To keep a track of my current Option positions, here is the list and the Cost Basis

1. AMZN July 165 Call -- $2.75
2. ATPG June 20 Call -- $1.40
3. C Sept 4 Call -- $0.86
4. CRM Aug 85 Call -- $3.00
5. CTRP Sept 44 Call -- $1.65
6. GS July 180 Call -- $2.65
7. IBM July 180 Call -- $1.18
8. IBN Sept 46 Call -- $2.15
9. MEE July 50 Call -- $3.20
10 NBG Aug 2.50 Call -- $1.75
11. V June 95 Call -- $1.40
12. MT Sept 45 Call -- $1.85

Saturday, February 6, 2010

Butterfly Setups for upcoming months

MDVN has excellent risk reward for the butterfly strategy. Risking $200 the maximum gain is $9500



For ITMN, the risk reward isn't bad either, risking $400 for a maximum potential gain of $4500

Monday, January 18, 2010

Watchlist for 01/19/2010

JMBA pullbacked to its 20DMA and 50DMA on a very low volume.

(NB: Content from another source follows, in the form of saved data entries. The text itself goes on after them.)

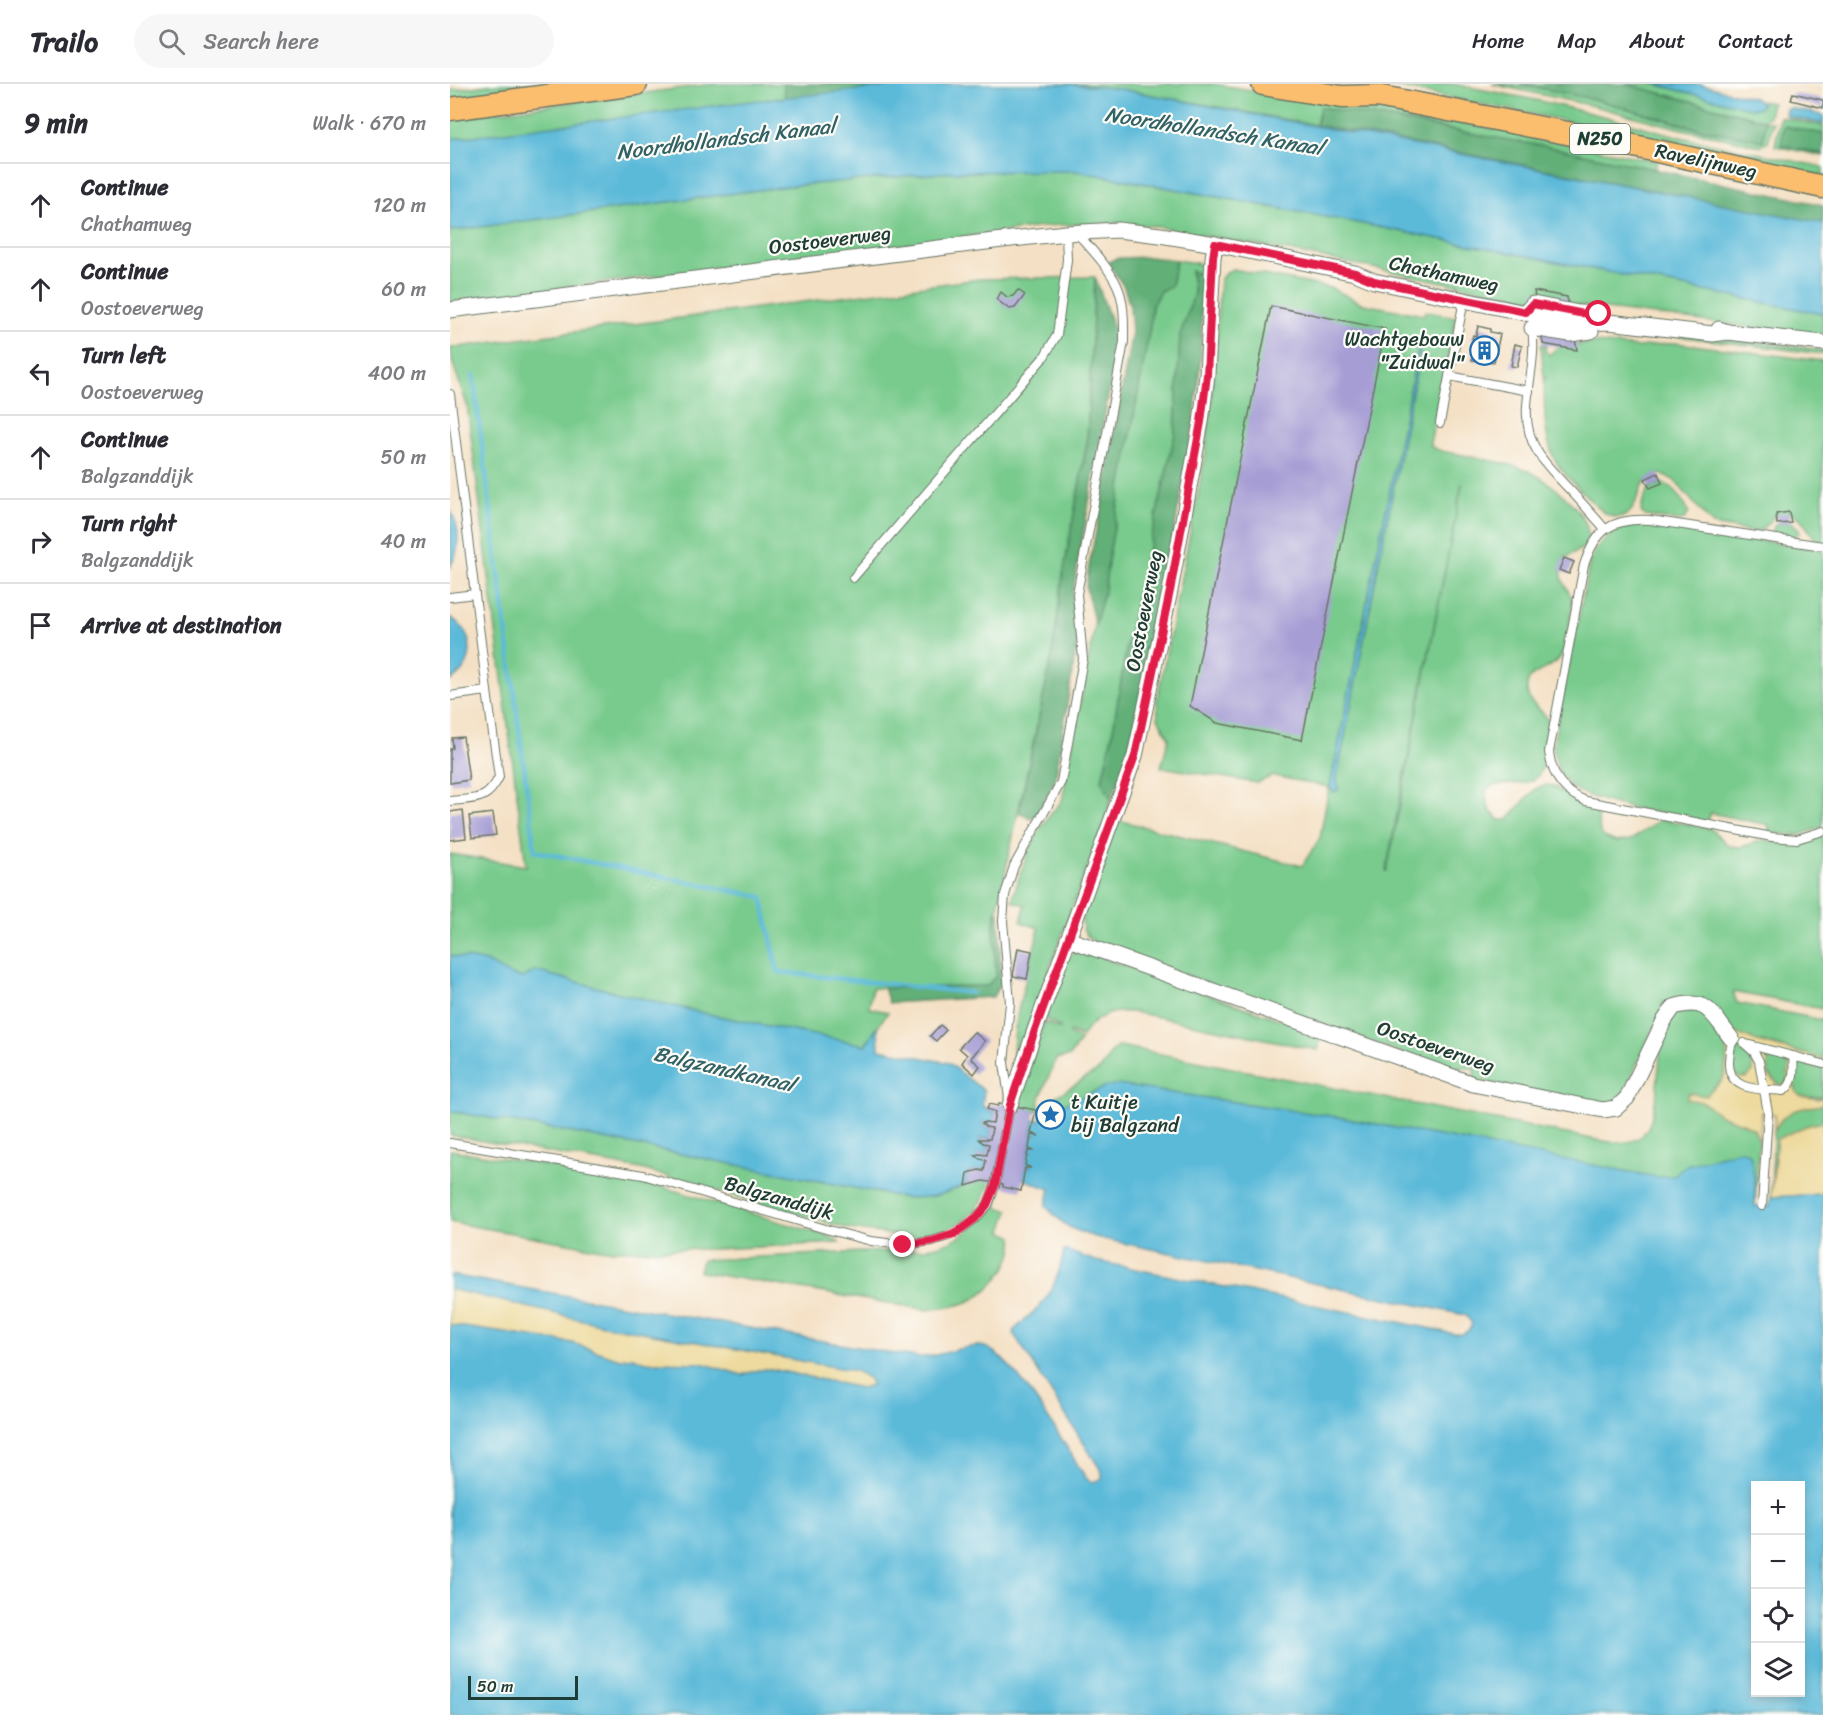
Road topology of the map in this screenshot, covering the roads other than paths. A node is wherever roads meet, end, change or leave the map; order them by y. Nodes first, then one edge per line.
1 (636, 84) edge
2 (1263, 84) edge
3 (1349, 84) edge
4 (1377, 96) junction
5 (450, 109) edge
6 (1823, 187) edge
7 (1071, 233) junction
8 (1215, 244) junction
9 (1355, 273) joint
10 (1464, 300) junction
11 (450, 310) edge
12 (1526, 312) junction
13 (1661, 327) junction
14 (1532, 328) junction
15 (1728, 332) junction
16 (1823, 343) edge
17 (1449, 376) junction
18 (1529, 392) junction
19 (450, 394) edge
20 (1440, 423) dead end
21 (1605, 529) junction
22 (1823, 546) edge
23 (853, 578) dead end
24 (475, 594) junction
25 (450, 597) edge
26 (487, 691) junction
27 (450, 696) edge
28 (450, 801) edge
29 (1823, 831) edge
30 (1068, 939) junction
31 (1737, 1040) junction
32 (1793, 1056) junction
33 (1823, 1064) edge
34 (1765, 1089) junction
35 (1010, 1105) junction
36 (450, 1143) edge
37 (1762, 1206) dead end

1 - 5 main road
2 - 4 main road, N250
3 - 4 main road, N250
4 - 6 main road, Ravelijnweg / N250
7 - 8 street, Oostoeverweg
7 - 11 street, Oostoeverweg
7 - 23 lane
7 - 35 lane, Balgzanddijk
8 - 9 street, Oostoeverweg
8 - 30 street, Oostoeverweg
9 - 10 street, Chathamweg
10 - 12 street, Chathamweg
10 - 17 lane
12 - 13 street, Chathamweg
12 - 14 lane
12 - 15 street, Chathamweg
13 - 14 street, Chathamweg
13 - 15 street, Chathamweg
14 - 18 lane
15 - 16 street, Chathamweg
17 - 18 lane
17 - 20 lane
18 - 21 lane
19 - 24 lane
21 - 22 lane
21 - 29 lane
24 - 25 lane
24 - 26 lane
26 - 27 lane
26 - 28 lane
30 - 31 street, Oostoeverweg
30 - 35 street, Oostoeverweg
31 - 32 lane
31 - 34 lane
31 - 34 lane
32 - 33 lane
32 - 34 lane
34 - 37 lane
35 - 36 lane, Balgzanddijk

Most likely it will go higher.


ETFC rose near its resistance of 1.85 on a very high volume. If it breaks 1.85, it will go to 2


CNO chart looks good again. It is pulling back on low volume. It now has a decent entry price.


AVII is trading near support. Low risk entry here.

Tuesday, January 5, 2010

Bought Wipro Technologies (WIT) at $23.00 and Kirkland (KIRK) at $17.81

WIT has the perfect setup for a breakout. Its been trying to get upto 23.00, consolidating on lower volume, upward trending.



KIRK has gotten back to its support line, after consolidating with low volume. Looks like it wants to run.

Sold KKR at $6.49 for a quick 8% profit in 2 days

Too up, too fast. I take my profit and run!!!!